Religiões, filosofias e ciências têm se debruçado continuamente sobre isso, aliás não é descabido dizer que tudo que esses três braços da existência humana fazem e têm feito é unicamente voltado a tentar responder parcial ou totalmente às três perguntas acima. Responderam? Não. Responderão? Quem sabe?… Alguma delas avançou mais do que as outras duas: Não. São complementares? São. São porque trazem formas diferentes de saberes, todos eles necessários ao experimento humano1.
1. DE ONDE VENHO
“Tu és aquela que não é; Eu, ao contrário, Sou Aquele que Sou.”2
Catarina de Sena
Se eu sou o que não é, como disse Santa Catarina de Sena3, então talvez eu possa estender tal pensamento cogitando que eu não sei de onde vim; noutras palavras, “todo meu ser é recebido”, o meu ser e tudo que eu sou agora e aqui me foi dado, eu não participei da minha constituição, sequer da decisão da minha existência; de alguma maneira eu fui pensado antes de mim, eu fui planejado antes de existir/ser.
Pelo viés da religião cristã isso se deu pelo fato de eu fazer parte dos planos de Deus, fui previsto, fui imaginado, fui desenhado por Ele. Se minha visão não é da fé cristã, poderia eu supor,por exemplo, que fui “planejado”, “desenhado”, ao acaso pela natureza. É certo que vim, na percepção mais imediata, de um homem e uma mulher, que correspondem por óbvio ao meu pai e à minha mãe (no entanto, a partir de agora nem mesmo isso será absolutamente assim, já adentramos uma era des-referencial…).
Considerando-se que, em sua maioria, os bebês provêm da decisão e do desejo disso, de forças que atuaram num homem e numa mulher (e há dúvidas quanto ao fato de que isso ainda constitua uma maioria), e entrando-se também pelo viés do explicar psicanalítico, acabamos por ler aqui e acolá, que tal bebê, menino ou menina, muito antes da fecundação de um óvulo por um espermatozóide já existe no desejo deste homem-pai e desta-mulher mãe: tem nome escolhido, roupas, berço, quarto, brinquedos e um enredo; mais ainda, já tem para si os sonhos de futuro de seu pai e de sua mãe, já tem, de empréstimo, uma personalidade…
É disso tudo que venho; venho, mas não necessariamente sou!

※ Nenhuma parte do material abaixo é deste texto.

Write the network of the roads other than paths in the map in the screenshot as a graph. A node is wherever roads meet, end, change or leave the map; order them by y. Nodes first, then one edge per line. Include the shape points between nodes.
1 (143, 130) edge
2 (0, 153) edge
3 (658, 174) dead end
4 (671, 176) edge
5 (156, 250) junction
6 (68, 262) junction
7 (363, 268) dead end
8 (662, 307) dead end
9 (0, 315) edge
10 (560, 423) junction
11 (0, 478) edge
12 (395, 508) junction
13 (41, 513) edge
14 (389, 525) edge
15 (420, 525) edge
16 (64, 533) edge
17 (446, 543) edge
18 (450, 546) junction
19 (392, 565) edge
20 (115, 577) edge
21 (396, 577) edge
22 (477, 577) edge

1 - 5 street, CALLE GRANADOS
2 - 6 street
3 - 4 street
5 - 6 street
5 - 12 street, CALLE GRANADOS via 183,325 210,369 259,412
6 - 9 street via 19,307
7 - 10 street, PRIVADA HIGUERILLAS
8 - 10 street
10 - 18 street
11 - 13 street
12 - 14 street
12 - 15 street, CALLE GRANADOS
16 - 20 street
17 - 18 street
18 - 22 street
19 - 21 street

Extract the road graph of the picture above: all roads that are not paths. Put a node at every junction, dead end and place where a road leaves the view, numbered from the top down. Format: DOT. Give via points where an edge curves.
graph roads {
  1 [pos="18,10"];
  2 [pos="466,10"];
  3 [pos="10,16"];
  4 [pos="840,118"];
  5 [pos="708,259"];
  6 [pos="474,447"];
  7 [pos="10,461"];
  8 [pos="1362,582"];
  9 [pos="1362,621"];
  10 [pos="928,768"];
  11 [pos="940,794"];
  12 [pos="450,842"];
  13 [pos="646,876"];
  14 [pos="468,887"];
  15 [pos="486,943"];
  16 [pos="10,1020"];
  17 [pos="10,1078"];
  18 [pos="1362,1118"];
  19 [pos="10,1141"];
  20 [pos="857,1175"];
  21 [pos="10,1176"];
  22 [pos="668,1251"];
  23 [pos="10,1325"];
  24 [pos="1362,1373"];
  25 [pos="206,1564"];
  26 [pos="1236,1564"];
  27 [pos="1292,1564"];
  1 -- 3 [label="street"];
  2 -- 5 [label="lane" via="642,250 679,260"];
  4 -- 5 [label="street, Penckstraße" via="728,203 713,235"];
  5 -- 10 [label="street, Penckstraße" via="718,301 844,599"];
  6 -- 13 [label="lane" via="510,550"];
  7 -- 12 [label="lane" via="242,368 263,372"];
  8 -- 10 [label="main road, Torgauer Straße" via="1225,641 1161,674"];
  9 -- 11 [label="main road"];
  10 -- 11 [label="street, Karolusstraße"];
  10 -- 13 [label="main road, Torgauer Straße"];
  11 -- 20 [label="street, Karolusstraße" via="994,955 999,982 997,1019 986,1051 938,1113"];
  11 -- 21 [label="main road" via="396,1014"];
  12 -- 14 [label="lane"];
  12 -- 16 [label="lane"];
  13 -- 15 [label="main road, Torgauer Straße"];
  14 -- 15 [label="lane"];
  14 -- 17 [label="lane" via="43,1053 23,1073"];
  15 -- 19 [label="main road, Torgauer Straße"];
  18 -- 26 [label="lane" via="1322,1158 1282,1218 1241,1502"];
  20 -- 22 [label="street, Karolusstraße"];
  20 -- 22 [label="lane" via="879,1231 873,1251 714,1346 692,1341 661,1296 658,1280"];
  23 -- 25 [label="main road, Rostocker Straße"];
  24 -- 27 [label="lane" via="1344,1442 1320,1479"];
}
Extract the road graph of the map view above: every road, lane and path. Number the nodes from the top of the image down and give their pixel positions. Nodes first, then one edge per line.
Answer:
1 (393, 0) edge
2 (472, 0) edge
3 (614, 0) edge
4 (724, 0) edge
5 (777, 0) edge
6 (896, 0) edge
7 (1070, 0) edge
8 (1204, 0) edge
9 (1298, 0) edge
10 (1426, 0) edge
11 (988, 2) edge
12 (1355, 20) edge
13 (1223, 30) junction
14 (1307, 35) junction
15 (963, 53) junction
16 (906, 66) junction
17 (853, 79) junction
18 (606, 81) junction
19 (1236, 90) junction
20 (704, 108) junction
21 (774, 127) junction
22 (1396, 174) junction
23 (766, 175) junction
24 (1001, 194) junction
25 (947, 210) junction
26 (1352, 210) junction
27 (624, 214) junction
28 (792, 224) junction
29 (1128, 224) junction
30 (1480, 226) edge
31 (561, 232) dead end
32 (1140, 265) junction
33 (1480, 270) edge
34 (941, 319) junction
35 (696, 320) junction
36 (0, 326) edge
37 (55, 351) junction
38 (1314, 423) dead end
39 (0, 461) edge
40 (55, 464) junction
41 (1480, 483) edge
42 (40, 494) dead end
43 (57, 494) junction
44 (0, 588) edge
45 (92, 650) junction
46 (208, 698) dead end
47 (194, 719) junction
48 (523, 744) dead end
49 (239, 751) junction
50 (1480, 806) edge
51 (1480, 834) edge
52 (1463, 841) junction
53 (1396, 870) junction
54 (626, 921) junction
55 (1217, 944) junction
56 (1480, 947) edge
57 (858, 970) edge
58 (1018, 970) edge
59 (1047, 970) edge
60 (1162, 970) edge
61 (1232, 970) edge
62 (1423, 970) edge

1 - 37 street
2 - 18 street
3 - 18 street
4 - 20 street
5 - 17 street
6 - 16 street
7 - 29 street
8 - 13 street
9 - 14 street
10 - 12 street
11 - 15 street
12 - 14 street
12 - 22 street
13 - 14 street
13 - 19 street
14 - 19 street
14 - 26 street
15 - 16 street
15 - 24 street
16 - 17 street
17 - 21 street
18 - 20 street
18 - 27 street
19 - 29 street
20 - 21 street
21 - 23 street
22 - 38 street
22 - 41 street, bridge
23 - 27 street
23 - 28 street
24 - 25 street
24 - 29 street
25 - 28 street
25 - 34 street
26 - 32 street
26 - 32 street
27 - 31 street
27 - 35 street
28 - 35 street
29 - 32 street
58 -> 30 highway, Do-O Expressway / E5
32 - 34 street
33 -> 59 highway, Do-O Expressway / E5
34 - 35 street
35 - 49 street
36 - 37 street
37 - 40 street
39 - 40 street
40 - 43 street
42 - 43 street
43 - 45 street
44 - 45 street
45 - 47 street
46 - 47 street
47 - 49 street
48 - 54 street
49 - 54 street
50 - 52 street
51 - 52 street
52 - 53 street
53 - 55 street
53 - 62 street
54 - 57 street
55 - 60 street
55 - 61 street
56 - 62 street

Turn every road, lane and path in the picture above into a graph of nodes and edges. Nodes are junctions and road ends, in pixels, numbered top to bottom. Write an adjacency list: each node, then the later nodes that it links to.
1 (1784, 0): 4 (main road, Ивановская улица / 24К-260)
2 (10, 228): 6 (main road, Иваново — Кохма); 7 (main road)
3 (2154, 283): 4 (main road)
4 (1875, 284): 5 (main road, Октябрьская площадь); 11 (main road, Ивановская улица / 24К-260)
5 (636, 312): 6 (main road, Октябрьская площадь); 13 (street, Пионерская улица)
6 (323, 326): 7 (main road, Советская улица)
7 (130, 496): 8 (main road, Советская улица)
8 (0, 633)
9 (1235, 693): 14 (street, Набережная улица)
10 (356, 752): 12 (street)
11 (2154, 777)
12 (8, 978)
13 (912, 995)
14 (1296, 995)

Seja como for, a partir dessa minha ontologia que se fez sem mim, a partir desse caldo fundente, a partir desse magma vulcânico e a partir de um determinado dia, uma data no meu tempo futuro não sei quando, serei obrigado a tomar na mão as rédeas da minha existência e a me (re)constituir de alguma maneira no turbilhão de todas essas dúvidas, expectativas, dínamos e vácuos.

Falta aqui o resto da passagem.